(Items from a data source)
# # # # # # #
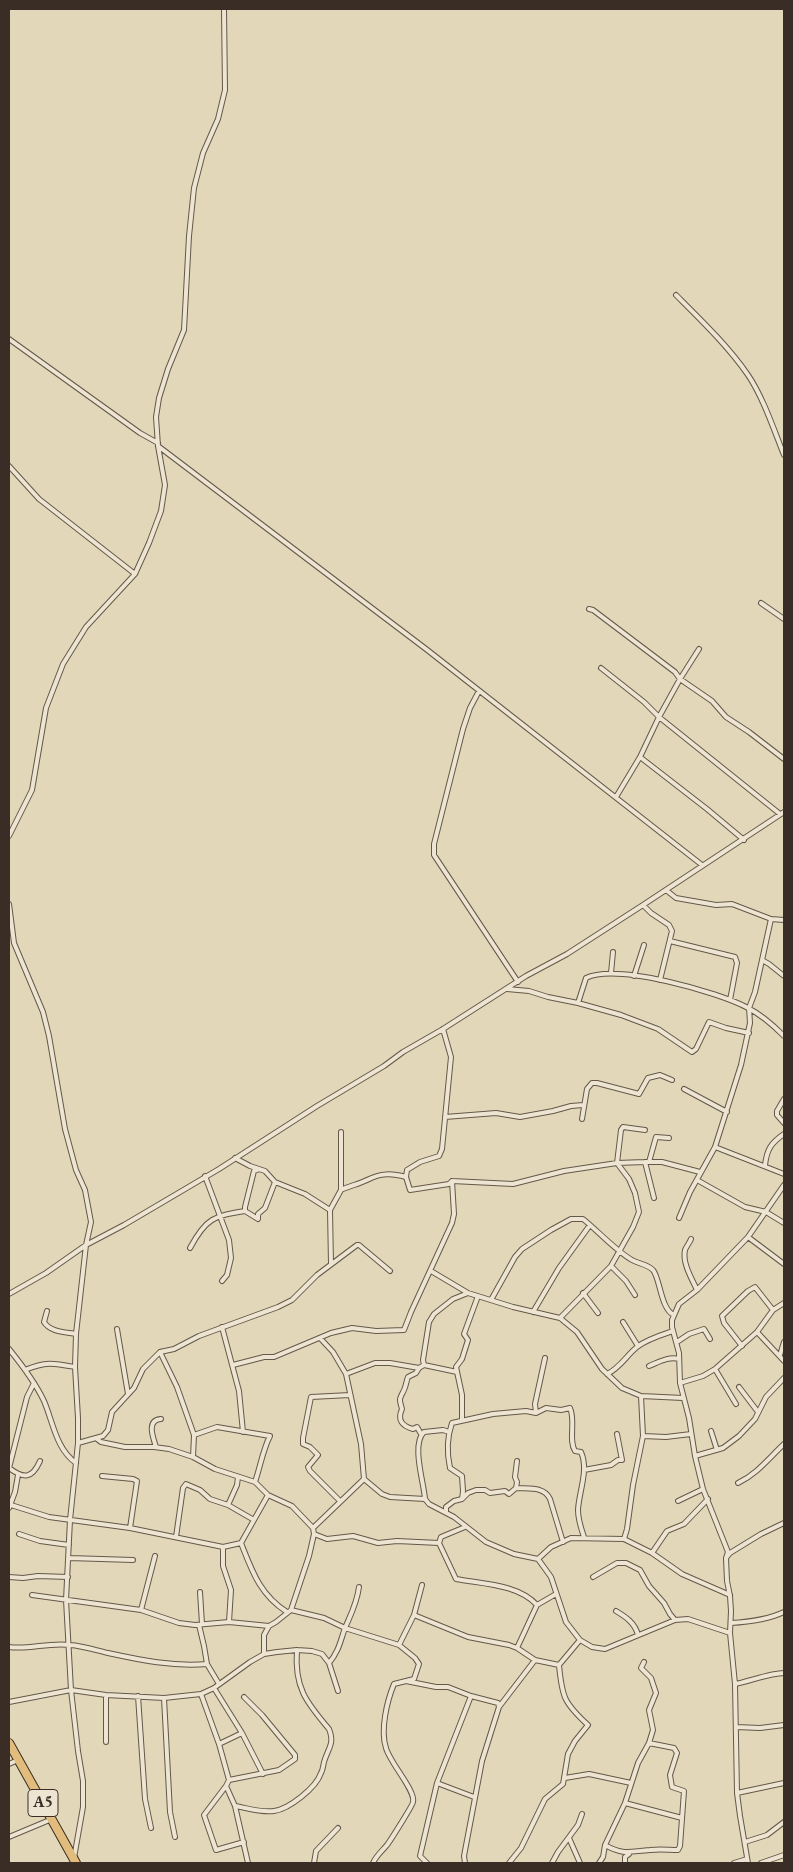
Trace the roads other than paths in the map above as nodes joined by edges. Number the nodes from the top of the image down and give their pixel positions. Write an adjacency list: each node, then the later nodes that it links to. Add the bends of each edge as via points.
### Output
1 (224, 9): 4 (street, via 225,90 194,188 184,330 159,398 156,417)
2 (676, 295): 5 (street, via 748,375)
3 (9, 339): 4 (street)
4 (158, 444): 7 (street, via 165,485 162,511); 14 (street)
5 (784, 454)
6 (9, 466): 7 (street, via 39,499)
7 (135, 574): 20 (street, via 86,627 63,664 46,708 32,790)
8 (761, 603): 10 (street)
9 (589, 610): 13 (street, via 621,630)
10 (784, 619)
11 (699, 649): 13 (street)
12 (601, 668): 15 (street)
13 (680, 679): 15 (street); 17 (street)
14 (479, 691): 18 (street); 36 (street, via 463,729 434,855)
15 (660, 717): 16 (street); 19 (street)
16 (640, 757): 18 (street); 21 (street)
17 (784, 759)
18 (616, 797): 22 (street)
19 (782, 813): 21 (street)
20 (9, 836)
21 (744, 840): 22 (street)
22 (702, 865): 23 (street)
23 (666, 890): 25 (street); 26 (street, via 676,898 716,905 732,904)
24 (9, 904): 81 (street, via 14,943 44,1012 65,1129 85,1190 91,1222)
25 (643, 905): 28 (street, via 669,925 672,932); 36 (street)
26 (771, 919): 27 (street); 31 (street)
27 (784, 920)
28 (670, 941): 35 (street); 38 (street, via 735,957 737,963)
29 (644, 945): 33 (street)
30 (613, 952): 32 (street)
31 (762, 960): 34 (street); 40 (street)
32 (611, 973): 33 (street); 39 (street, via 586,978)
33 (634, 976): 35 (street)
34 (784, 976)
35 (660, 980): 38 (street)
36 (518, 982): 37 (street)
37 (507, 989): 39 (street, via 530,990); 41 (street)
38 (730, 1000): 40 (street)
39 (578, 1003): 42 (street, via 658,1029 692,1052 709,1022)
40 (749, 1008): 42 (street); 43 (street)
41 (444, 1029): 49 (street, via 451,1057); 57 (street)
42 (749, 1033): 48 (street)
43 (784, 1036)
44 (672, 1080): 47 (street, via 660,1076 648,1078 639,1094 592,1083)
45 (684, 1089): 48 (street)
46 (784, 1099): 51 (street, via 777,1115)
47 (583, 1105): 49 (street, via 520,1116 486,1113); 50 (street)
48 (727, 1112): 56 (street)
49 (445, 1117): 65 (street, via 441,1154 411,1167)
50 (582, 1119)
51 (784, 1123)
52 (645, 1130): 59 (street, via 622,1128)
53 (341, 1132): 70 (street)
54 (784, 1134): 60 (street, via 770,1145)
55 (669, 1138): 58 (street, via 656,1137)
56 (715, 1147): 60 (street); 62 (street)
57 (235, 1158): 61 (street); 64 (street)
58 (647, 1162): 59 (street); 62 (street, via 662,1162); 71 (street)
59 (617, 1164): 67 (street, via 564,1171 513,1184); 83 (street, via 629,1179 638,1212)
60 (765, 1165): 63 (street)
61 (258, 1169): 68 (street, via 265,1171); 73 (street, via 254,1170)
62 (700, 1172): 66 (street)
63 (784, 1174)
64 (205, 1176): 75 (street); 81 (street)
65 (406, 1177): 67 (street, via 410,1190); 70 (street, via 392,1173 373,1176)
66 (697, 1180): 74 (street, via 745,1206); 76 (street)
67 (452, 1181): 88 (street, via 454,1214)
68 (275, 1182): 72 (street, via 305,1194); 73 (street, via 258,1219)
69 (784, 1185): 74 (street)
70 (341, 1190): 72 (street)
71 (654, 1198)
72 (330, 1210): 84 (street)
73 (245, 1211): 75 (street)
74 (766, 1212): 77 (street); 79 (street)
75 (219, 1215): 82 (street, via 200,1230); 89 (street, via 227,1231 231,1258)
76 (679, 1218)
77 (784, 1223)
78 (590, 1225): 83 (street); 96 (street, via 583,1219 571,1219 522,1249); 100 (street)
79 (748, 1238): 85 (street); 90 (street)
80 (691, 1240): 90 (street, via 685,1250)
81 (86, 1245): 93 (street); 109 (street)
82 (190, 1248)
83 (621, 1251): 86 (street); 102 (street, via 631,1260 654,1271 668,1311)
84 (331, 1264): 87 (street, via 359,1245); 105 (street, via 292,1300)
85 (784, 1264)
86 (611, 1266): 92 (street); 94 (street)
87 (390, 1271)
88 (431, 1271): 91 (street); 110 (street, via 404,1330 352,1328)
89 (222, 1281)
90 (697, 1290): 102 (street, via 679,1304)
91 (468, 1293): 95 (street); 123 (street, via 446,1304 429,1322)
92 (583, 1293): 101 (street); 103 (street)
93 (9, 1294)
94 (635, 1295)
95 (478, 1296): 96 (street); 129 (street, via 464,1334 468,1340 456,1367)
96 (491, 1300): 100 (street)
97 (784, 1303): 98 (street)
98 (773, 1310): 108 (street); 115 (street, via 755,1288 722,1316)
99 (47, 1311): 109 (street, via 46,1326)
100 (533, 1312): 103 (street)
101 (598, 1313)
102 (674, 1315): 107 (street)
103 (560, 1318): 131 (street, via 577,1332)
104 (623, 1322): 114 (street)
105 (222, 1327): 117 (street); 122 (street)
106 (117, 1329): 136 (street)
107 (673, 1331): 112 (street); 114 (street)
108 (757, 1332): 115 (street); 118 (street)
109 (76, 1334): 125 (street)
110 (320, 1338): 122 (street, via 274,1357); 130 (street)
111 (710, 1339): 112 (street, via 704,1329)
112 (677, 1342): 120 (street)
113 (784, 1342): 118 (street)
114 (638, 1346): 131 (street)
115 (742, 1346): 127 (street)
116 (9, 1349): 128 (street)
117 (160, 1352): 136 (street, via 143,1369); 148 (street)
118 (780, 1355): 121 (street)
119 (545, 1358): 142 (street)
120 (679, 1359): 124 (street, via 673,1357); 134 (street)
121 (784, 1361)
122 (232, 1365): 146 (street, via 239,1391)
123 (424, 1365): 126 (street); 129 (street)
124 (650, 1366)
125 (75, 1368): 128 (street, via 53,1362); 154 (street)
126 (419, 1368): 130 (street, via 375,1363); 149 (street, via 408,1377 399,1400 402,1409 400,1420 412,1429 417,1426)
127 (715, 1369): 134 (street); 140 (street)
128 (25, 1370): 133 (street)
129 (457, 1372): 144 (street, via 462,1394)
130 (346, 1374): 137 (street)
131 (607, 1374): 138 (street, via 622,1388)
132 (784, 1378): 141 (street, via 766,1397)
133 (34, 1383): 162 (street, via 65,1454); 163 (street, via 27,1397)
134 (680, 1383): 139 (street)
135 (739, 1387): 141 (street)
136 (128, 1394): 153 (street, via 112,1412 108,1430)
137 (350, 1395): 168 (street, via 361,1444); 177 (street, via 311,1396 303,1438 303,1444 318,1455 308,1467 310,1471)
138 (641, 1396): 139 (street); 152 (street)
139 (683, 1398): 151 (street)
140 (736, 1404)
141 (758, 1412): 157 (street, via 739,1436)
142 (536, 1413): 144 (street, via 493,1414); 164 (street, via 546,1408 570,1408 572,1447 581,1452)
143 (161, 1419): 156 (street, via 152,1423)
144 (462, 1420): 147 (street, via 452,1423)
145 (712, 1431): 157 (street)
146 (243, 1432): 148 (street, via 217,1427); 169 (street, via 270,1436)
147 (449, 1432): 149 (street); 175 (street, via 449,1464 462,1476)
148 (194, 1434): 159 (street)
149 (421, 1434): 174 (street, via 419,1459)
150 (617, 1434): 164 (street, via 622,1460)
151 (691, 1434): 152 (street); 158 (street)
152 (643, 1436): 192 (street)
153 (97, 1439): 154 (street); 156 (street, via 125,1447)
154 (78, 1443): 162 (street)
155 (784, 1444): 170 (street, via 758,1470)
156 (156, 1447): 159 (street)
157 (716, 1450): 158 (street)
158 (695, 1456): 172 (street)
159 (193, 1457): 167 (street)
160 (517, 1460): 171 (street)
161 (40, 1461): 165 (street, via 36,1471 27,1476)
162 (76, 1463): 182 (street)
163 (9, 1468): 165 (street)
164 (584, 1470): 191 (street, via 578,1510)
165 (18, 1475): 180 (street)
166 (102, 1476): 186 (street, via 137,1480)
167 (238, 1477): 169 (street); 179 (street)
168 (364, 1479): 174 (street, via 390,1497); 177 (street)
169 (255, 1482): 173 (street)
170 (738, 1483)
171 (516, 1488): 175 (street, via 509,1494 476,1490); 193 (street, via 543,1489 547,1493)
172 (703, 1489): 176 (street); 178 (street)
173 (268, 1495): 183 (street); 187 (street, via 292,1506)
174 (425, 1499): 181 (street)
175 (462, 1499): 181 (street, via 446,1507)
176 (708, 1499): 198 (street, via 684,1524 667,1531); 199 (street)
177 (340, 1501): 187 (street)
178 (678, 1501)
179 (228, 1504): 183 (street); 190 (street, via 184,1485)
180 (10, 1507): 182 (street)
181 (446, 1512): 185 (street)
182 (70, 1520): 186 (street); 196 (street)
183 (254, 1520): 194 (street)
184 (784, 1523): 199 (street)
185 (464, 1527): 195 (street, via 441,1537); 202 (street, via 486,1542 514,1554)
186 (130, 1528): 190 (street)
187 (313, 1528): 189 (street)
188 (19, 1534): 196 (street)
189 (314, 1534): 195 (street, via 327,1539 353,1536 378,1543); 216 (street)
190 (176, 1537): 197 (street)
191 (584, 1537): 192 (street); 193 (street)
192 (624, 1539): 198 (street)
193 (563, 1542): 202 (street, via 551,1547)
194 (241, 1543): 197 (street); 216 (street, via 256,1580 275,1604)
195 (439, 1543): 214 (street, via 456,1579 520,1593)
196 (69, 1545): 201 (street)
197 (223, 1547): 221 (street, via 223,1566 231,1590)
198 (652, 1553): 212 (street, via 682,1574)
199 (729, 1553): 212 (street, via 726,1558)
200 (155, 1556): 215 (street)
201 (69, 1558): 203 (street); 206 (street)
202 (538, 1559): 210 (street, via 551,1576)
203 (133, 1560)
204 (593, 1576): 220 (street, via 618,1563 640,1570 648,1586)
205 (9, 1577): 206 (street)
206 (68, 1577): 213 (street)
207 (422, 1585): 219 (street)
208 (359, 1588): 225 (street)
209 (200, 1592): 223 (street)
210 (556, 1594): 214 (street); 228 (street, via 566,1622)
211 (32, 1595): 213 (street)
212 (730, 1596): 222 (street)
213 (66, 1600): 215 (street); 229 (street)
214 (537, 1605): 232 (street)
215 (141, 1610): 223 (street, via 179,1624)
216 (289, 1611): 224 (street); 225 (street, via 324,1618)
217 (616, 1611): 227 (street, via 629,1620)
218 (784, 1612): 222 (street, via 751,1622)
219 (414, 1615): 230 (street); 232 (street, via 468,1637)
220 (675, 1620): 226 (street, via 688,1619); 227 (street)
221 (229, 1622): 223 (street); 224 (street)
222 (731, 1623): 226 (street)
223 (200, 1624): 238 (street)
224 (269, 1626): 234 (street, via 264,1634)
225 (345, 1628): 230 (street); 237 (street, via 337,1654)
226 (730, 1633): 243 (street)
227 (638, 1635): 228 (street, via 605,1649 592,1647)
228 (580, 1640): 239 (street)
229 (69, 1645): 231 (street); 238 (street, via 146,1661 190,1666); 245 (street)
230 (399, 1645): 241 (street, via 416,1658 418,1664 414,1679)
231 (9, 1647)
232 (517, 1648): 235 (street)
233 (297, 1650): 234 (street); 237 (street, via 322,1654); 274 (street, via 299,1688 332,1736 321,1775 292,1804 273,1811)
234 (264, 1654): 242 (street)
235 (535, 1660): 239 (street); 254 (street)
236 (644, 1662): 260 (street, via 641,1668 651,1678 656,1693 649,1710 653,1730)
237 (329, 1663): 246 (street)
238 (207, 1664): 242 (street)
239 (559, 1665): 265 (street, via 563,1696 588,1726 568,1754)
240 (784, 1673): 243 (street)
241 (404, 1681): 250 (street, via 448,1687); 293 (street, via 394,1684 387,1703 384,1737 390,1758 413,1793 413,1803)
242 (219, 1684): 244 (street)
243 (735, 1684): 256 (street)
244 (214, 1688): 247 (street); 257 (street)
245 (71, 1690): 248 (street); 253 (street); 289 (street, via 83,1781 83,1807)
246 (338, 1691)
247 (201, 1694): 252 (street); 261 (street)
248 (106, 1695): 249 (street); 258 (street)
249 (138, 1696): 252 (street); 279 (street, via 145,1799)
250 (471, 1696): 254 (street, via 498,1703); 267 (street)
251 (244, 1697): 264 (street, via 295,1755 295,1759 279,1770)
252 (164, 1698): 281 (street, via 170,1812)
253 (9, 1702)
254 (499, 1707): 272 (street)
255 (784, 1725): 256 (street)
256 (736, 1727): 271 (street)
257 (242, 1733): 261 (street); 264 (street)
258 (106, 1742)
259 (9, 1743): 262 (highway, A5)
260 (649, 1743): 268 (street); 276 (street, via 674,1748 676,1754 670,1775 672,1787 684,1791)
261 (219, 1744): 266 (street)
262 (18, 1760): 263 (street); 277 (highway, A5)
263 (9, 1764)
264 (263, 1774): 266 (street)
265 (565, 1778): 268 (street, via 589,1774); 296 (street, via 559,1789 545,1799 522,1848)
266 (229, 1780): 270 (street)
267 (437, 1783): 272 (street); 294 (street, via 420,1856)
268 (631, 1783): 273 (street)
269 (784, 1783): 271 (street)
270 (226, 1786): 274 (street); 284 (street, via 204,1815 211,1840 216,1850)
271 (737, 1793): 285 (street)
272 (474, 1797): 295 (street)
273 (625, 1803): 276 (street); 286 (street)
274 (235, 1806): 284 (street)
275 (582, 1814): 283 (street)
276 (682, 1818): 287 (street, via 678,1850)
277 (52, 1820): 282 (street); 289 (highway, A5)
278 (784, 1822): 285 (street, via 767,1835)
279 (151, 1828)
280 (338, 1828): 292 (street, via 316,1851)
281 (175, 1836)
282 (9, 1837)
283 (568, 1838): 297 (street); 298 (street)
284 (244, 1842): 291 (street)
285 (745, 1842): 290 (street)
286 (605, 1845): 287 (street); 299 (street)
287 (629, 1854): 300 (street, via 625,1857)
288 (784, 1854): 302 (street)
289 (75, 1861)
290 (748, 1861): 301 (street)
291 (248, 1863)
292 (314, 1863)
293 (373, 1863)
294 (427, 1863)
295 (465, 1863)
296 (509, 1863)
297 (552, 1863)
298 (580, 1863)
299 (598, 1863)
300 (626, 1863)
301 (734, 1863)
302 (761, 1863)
# # # # # # #
#### EXERCISE GOAL
Each line above that contains the string "highway" should be copied.

#### ANSWER TO THIS EXERCISE
259 (9, 1743): 262 (highway, A5)
262 (18, 1760): 263 (street); 277 (highway, A5)
277 (52, 1820): 282 (street); 289 (highway, A5)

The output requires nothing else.